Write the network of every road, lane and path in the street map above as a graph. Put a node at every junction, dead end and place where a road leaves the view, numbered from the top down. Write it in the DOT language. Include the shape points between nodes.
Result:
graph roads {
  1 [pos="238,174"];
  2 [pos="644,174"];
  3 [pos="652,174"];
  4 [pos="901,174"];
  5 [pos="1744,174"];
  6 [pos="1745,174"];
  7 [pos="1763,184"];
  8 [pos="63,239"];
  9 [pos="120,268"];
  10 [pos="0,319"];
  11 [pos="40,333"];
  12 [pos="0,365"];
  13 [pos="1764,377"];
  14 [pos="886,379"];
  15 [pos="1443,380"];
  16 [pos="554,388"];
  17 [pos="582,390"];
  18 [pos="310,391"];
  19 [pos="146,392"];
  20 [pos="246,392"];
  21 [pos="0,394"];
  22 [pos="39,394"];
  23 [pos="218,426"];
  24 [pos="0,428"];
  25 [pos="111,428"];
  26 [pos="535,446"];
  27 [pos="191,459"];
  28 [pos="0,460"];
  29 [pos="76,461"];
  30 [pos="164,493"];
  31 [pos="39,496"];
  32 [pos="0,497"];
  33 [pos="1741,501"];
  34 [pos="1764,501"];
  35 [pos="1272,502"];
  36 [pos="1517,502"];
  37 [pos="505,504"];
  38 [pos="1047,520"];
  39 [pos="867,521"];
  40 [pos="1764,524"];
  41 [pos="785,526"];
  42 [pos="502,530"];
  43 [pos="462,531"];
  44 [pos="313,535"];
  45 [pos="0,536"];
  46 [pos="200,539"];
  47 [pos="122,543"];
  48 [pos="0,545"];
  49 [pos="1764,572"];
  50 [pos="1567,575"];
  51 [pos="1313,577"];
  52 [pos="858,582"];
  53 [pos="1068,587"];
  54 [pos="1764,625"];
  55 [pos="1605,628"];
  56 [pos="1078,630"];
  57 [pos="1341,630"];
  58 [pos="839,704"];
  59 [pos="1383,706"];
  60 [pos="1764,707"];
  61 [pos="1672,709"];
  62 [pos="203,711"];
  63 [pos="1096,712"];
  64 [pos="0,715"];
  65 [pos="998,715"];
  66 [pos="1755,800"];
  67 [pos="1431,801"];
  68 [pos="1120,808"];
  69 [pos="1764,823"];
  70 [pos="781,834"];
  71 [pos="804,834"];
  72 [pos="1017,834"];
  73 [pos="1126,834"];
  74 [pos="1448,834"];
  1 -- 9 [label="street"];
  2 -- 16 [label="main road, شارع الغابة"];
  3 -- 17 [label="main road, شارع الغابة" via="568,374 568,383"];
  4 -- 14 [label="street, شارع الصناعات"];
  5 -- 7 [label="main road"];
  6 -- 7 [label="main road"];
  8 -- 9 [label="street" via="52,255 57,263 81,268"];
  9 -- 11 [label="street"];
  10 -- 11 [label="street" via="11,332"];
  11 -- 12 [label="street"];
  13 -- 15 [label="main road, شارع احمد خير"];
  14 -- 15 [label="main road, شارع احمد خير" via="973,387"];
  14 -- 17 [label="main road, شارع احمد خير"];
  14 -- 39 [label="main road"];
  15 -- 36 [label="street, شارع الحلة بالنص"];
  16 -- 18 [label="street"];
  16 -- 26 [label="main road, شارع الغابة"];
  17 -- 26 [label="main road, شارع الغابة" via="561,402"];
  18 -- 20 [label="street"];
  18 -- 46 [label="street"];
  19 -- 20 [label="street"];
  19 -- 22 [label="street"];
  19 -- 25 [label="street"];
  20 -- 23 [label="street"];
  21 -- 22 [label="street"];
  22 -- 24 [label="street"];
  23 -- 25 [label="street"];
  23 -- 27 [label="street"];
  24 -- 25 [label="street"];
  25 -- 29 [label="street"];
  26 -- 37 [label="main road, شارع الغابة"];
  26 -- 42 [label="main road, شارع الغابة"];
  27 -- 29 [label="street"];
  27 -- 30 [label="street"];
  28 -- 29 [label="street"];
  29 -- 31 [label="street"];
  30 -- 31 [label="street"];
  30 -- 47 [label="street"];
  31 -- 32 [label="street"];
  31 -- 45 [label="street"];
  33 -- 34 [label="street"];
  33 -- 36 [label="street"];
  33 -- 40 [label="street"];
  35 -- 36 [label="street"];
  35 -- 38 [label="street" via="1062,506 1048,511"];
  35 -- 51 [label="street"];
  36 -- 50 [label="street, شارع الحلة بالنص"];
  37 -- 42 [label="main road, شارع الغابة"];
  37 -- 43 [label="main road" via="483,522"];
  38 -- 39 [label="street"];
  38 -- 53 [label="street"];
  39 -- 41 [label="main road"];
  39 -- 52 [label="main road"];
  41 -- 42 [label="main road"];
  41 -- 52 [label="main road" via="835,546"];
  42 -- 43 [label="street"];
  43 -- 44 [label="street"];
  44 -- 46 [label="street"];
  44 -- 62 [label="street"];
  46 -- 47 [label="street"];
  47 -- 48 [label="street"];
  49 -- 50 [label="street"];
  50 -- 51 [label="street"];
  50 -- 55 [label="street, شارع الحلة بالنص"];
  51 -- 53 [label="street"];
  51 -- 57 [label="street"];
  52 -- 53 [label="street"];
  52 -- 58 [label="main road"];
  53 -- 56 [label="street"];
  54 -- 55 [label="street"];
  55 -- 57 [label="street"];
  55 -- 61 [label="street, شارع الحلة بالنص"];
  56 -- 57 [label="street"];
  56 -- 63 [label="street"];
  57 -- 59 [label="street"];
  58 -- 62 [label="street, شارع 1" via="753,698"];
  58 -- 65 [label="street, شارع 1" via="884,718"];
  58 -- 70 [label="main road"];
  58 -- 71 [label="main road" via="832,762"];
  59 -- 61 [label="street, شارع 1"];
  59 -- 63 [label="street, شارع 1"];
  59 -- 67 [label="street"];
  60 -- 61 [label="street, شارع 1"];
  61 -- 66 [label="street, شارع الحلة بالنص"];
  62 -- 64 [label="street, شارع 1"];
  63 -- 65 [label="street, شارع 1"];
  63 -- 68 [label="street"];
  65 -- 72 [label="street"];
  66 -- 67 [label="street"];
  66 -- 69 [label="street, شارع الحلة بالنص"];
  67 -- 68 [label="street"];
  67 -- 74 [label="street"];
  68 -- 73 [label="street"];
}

★ ★ ★ ★ ★

Instructions for the task: Please copy out the preceding data in full, exactly as written.

Solution for this problem:
Write the network of every road, lane and path in the street map above as a graph. Put a node at every junction, dead end and place where a road leaves the view, numbered from the top down. Write it in the DOT language. Include the shape points between nodes.
Result:
graph roads {
  1 [pos="238,174"];
  2 [pos="644,174"];
  3 [pos="652,174"];
  4 [pos="901,174"];
  5 [pos="1744,174"];
  6 [pos="1745,174"];
  7 [pos="1763,184"];
  8 [pos="63,239"];
  9 [pos="120,268"];
  10 [pos="0,319"];
  11 [pos="40,333"];
  12 [pos="0,365"];
  13 [pos="1764,377"];
  14 [pos="886,379"];
  15 [pos="1443,380"];
  16 [pos="554,388"];
  17 [pos="582,390"];
  18 [pos="310,391"];
  19 [pos="146,392"];
  20 [pos="246,392"];
  21 [pos="0,394"];
  22 [pos="39,394"];
  23 [pos="218,426"];
  24 [pos="0,428"];
  25 [pos="111,428"];
  26 [pos="535,446"];
  27 [pos="191,459"];
  28 [pos="0,460"];
  29 [pos="76,461"];
  30 [pos="164,493"];
  31 [pos="39,496"];
  32 [pos="0,497"];
  33 [pos="1741,501"];
  34 [pos="1764,501"];
  35 [pos="1272,502"];
  36 [pos="1517,502"];
  37 [pos="505,504"];
  38 [pos="1047,520"];
  39 [pos="867,521"];
  40 [pos="1764,524"];
  41 [pos="785,526"];
  42 [pos="502,530"];
  43 [pos="462,531"];
  44 [pos="313,535"];
  45 [pos="0,536"];
  46 [pos="200,539"];
  47 [pos="122,543"];
  48 [pos="0,545"];
  49 [pos="1764,572"];
  50 [pos="1567,575"];
  51 [pos="1313,577"];
  52 [pos="858,582"];
  53 [pos="1068,587"];
  54 [pos="1764,625"];
  55 [pos="1605,628"];
  56 [pos="1078,630"];
  57 [pos="1341,630"];
  58 [pos="839,704"];
  59 [pos="1383,706"];
  60 [pos="1764,707"];
  61 [pos="1672,709"];
  62 [pos="203,711"];
  63 [pos="1096,712"];
  64 [pos="0,715"];
  65 [pos="998,715"];
  66 [pos="1755,800"];
  67 [pos="1431,801"];
  68 [pos="1120,808"];
  69 [pos="1764,823"];
  70 [pos="781,834"];
  71 [pos="804,834"];
  72 [pos="1017,834"];
  73 [pos="1126,834"];
  74 [pos="1448,834"];
  1 -- 9 [label="street"];
  2 -- 16 [label="main road, شارع الغابة"];
  3 -- 17 [label="main road, شارع الغابة" via="568,374 568,383"];
  4 -- 14 [label="street, شارع الصناعات"];
  5 -- 7 [label="main road"];
  6 -- 7 [label="main road"];
  8 -- 9 [label="street" via="52,255 57,263 81,268"];
  9 -- 11 [label="street"];
  10 -- 11 [label="street" via="11,332"];
  11 -- 12 [label="street"];
  13 -- 15 [label="main road, شارع احمد خير"];
  14 -- 15 [label="main road, شارع احمد خير" via="973,387"];
  14 -- 17 [label="main road, شارع احمد خير"];
  14 -- 39 [label="main road"];
  15 -- 36 [label="street, شارع الحلة بالنص"];
  16 -- 18 [label="street"];
  16 -- 26 [label="main road, شارع الغابة"];
  17 -- 26 [label="main road, شارع الغابة" via="561,402"];
  18 -- 20 [label="street"];
  18 -- 46 [label="street"];
  19 -- 20 [label="street"];
  19 -- 22 [label="street"];
  19 -- 25 [label="street"];
  20 -- 23 [label="street"];
  21 -- 22 [label="street"];
  22 -- 24 [label="street"];
  23 -- 25 [label="street"];
  23 -- 27 [label="street"];
  24 -- 25 [label="street"];
  25 -- 29 [label="street"];
  26 -- 37 [label="main road, شارع الغابة"];
  26 -- 42 [label="main road, شارع الغابة"];
  27 -- 29 [label="street"];
  27 -- 30 [label="street"];
  28 -- 29 [label="street"];
  29 -- 31 [label="street"];
  30 -- 31 [label="street"];
  30 -- 47 [label="street"];
  31 -- 32 [label="street"];
  31 -- 45 [label="street"];
  33 -- 34 [label="street"];
  33 -- 36 [label="street"];
  33 -- 40 [label="street"];
  35 -- 36 [label="street"];
  35 -- 38 [label="street" via="1062,506 1048,511"];
  35 -- 51 [label="street"];
  36 -- 50 [label="street, شارع الحلة بالنص"];
  37 -- 42 [label="main road, شارع الغابة"];
  37 -- 43 [label="main road" via="483,522"];
  38 -- 39 [label="street"];
  38 -- 53 [label="street"];
  39 -- 41 [label="main road"];
  39 -- 52 [label="main road"];
  41 -- 42 [label="main road"];
  41 -- 52 [label="main road" via="835,546"];
  42 -- 43 [label="street"];
  43 -- 44 [label="street"];
  44 -- 46 [label="street"];
  44 -- 62 [label="street"];
  46 -- 47 [label="street"];
  47 -- 48 [label="street"];
  49 -- 50 [label="street"];
  50 -- 51 [label="street"];
  50 -- 55 [label="street, شارع الحلة بالنص"];
  51 -- 53 [label="street"];
  51 -- 57 [label="street"];
  52 -- 53 [label="street"];
  52 -- 58 [label="main road"];
  53 -- 56 [label="street"];
  54 -- 55 [label="street"];
  55 -- 57 [label="street"];
  55 -- 61 [label="street, شارع الحلة بالنص"];
  56 -- 57 [label="street"];
  56 -- 63 [label="street"];
  57 -- 59 [label="street"];
  58 -- 62 [label="street, شارع 1" via="753,698"];
  58 -- 65 [label="street, شارع 1" via="884,718"];
  58 -- 70 [label="main road"];
  58 -- 71 [label="main road" via="832,762"];
  59 -- 61 [label="street, شارع 1"];
  59 -- 63 [label="street, شارع 1"];
  59 -- 67 [label="street"];
  60 -- 61 [label="street, شارع 1"];
  61 -- 66 [label="street, شارع الحلة بالنص"];
  62 -- 64 [label="street, شارع 1"];
  63 -- 65 [label="street, شارع 1"];
  63 -- 68 [label="street"];
  65 -- 72 [label="street"];
  66 -- 67 [label="street"];
  66 -- 69 [label="street, شارع الحلة بالنص"];
  67 -- 68 [label="street"];
  67 -- 74 [label="street"];
  68 -- 73 [label="street"];
}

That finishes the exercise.